What is the Internet Corporation for Assigned Names and Numbers (ICANN)?
ICANN is a global non-profit, private sector organization that manages Internet resources for the public benefit. It is best known for its role as technical coordinator of the Internet’s Domain Name System.
To coordinate, at the overall level, the global Internet’s systems of unique identifiers, and in particular to ensure the stable and secure operation of the Internet’s unique identifier systems. In particular, ICANN:
1. Coordinates the allocation and assignment of the three sets of unique identifiers for the Internet, which are:
a. Domain names (forming a system referred to as DNS)
b. Internet protocol addresses and autonomous system numbers
c. Protocol port and parameter numbers
2. Coordinates the operation and evolution of the DNS root name server system
3. Coordinates policy development reasonably and appropriately related to these technical functions.
What is Typosquatting?
Typosquatting, also called URL hijacking, is a form of cybersquatting that targets Internet users who incorrectly type a website address into their web browser. Should a user accidentally enter an incorrect website address, they may be led to alternative website, usually designed for malicious purposes such as stealing identities, installing drive-by malware, redirect web traffic to their own or a competitor’s product, or making revenue from the user clicking on advertisements.
What is Cybersquatting?
Cybersquatting is the practice of registering as Internet domains identical or similar to a third party company name or trade mark, with bad faith intent to profit from the goodwill of a third party brand, or in the hope of reselling them at a profit.
Cybersquatters exploit the first-come, first-served nature of the domain name registration system to register as domain names, third parties’ trademarks or business names or names of famous people, as well as variations thereof.

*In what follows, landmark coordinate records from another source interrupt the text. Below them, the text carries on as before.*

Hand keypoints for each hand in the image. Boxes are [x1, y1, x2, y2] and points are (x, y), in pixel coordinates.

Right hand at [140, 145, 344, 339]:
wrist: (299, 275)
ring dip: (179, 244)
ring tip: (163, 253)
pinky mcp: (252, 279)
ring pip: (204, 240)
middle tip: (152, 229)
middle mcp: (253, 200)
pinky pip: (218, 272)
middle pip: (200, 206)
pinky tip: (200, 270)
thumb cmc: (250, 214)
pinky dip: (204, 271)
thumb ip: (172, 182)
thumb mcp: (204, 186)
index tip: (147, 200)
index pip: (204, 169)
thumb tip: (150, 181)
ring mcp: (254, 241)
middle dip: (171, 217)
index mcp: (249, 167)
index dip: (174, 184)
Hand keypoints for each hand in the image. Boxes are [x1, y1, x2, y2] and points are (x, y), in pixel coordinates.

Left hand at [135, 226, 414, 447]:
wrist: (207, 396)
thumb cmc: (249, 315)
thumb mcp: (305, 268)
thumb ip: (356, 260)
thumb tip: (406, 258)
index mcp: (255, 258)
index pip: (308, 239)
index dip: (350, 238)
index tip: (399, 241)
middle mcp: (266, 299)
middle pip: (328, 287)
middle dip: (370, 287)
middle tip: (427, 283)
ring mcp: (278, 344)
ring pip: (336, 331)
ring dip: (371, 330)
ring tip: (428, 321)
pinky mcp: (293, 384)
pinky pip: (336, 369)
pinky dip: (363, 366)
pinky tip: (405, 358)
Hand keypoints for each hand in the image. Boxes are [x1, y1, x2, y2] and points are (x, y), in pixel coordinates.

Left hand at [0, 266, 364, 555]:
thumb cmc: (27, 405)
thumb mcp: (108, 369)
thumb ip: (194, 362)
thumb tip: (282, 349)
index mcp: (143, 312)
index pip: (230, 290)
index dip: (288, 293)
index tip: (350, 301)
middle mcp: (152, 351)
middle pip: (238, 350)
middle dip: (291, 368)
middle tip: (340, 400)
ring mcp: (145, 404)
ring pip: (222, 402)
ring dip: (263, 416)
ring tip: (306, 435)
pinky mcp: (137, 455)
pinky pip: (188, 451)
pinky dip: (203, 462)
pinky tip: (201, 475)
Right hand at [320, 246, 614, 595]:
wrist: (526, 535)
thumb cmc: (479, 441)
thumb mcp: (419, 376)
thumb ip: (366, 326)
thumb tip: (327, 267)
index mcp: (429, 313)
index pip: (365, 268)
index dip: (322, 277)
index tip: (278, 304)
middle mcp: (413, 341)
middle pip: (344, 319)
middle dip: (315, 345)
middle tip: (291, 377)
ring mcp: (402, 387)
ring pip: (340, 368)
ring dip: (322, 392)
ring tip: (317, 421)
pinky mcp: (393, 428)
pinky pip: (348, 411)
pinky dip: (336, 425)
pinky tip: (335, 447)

A common motive for cybersquatting is the intention to sell the domain name back to the trademark owner, to profit from the goodwill of a third party brand, or to attract web traffic to unrelated commercial offers.
What is a domain name?
Domain name is a human-friendly form of an Internet address. It is used to identify the complicated string of numbers composing an IP Address which is hard to remember by heart. In other words, a domain name is linked to the relevant IP address and is used to find web pages in a user-friendly way. Domain names are registered with accredited Registrars and consist of two parts: a top-level domain (TLD – .com, .net, .org, .eu) and a second level domain, which represents the entity that owns the domain name.
No. To qualify for trade mark protection a domain name itself should function as a trade mark. Concretely this signifies that a domain name must not be used simply as an address to direct to a website, but to identify the products and/or services of the business, which provides products and/or services via the Internet. For example this will be the case of a domain name used in connection with a website that offers web-related services.

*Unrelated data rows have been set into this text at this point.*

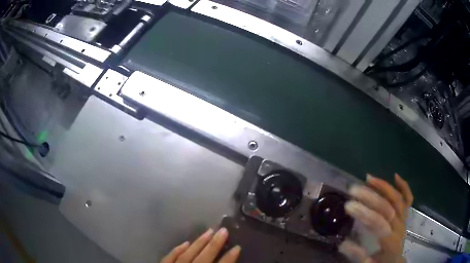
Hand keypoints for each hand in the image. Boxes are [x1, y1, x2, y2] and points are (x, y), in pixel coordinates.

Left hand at [161, 228, 240, 262]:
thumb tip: (228, 258)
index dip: (229, 257)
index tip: (238, 247)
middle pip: (204, 258)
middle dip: (214, 244)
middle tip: (224, 230)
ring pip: (187, 255)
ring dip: (198, 243)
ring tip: (209, 231)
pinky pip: (169, 257)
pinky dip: (177, 250)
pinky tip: (184, 243)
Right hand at [339, 174, 413, 262]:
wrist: (395, 262)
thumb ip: (358, 255)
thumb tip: (343, 242)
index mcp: (390, 241)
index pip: (378, 223)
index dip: (364, 213)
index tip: (348, 205)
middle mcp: (399, 227)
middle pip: (387, 207)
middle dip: (370, 197)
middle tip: (354, 189)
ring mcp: (404, 219)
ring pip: (397, 199)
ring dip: (384, 187)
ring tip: (368, 178)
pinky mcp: (405, 216)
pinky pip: (408, 199)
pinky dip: (404, 186)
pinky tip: (395, 176)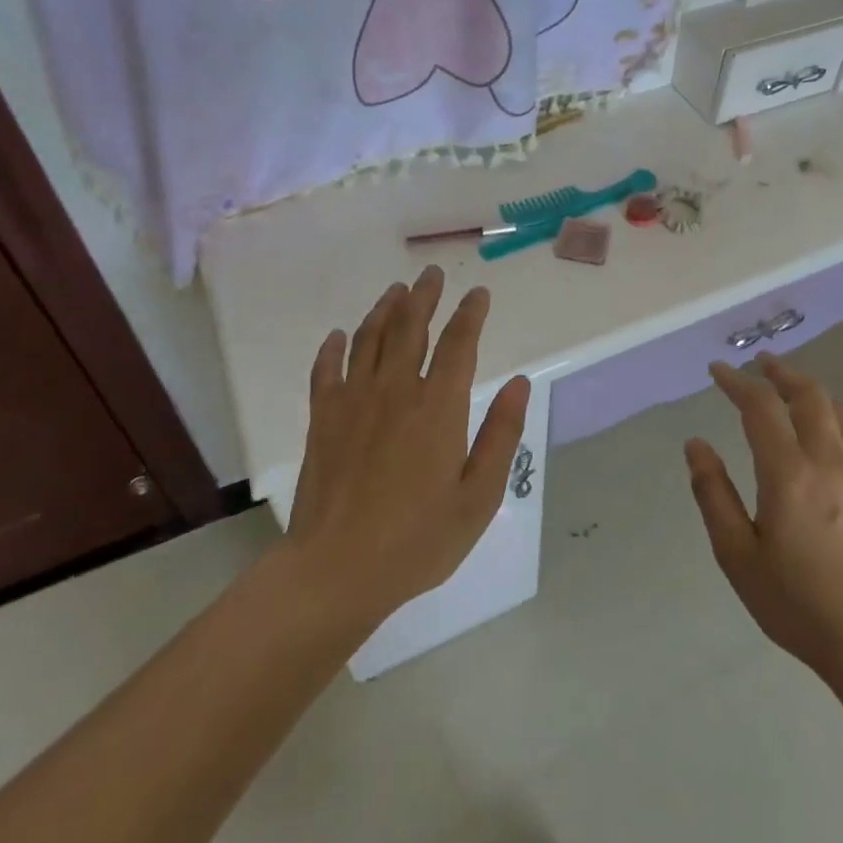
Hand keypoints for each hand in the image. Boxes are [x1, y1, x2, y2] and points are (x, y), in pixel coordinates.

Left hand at [287, 267, 529, 627]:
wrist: (337, 569)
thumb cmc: (418, 539)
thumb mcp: (479, 496)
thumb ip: (501, 435)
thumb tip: (520, 383)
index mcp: (438, 407)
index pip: (459, 343)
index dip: (471, 313)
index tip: (479, 294)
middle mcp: (395, 390)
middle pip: (411, 327)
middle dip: (424, 296)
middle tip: (431, 274)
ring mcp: (353, 401)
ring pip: (370, 339)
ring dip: (384, 310)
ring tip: (396, 291)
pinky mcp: (322, 419)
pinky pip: (326, 370)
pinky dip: (333, 348)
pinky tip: (338, 336)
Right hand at [685, 354, 842, 686]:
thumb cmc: (798, 603)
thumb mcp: (737, 555)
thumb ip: (713, 494)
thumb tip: (695, 444)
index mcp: (788, 473)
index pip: (759, 407)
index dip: (737, 382)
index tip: (718, 371)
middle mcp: (829, 460)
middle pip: (807, 395)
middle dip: (780, 372)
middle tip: (759, 364)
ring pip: (840, 410)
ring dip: (812, 390)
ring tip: (792, 388)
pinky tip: (837, 424)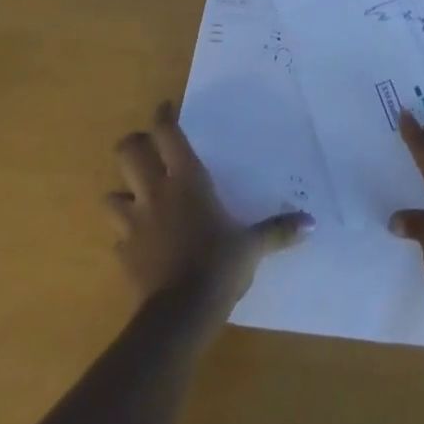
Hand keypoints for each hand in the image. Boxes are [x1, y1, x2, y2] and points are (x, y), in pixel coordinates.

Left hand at [106, 102, 313, 317]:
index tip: (165, 108)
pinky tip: (138, 241)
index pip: (167, 134)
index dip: (163, 116)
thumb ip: (278, 231)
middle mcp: (155, 192)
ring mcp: (134, 223)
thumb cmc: (218, 265)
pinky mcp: (123, 254)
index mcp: (186, 179)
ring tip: (135, 196)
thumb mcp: (252, 247)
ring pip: (112, 194)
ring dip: (121, 192)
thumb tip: (312, 222)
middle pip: (129, 151)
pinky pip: (117, 236)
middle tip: (147, 147)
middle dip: (133, 144)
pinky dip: (125, 235)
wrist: (179, 315)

The registration of a domain name with an accredited registrar does not automatically signify that the same or similar sign will satisfy the requirements for trade mark registration. You can register as a domain name common or descriptive terms, that usually do not qualify for trade mark protection. Furthermore trade mark protection of a sign is needed only when such a sign will be used to identify and distinguish the commercial origin of the products and/or services of one company from those of another company.

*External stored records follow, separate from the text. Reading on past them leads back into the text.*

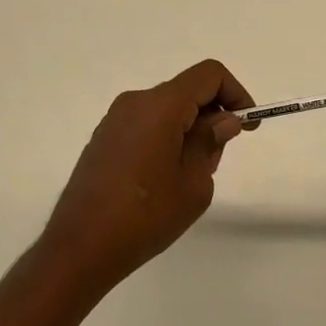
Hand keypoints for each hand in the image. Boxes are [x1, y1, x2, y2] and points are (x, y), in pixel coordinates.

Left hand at [40, 59, 252, 289]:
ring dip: (189, 128)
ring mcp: (115, 119)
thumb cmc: (144, 216)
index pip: (208, 75)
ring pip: (167, 109)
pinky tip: (163, 179)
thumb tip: (222, 121)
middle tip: (217, 158)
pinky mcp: (104, 139)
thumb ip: (211, 142)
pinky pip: (146, 124)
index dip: (235, 93)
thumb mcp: (194, 183)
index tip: (246, 126)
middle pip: (187, 91)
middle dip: (212, 116)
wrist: (79, 249)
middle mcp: (136, 102)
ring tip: (190, 175)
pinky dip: (166, 136)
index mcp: (160, 106)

Registering a domain name means that you have the right to use the name for the registration term, consistent with certain terms and conditions, as well as applicable laws.
Registering a domain name does not give you any ownership (proprietary) rights to the name. Only a registered trade mark can provide that kind of protection.
The system for domain name registration generally operates on a first-come first-served basis and no two domain names can be exactly the same. It is strongly advisable to search the domain name databases and to check that the same or a similar domain name doesn't already exist or exists in another top-level domain.
The easiest way to check if a domain name is available is at one of the companies that have been approved to register domain names. A list of accredited and accreditation-qualified registrars can be found on the ICANN (Internet Corporation for Assigned Names and Numbers) web site: www.icann.org
It is also a best practice to do a trademark search before you register your domain name, since domain registrars generally do not check if a requested name violates an existing trademark. Therefore, if you register a domain name that conflicts with someone else’s trademark, you could lose the right to it if the trademark owner takes legal action against you.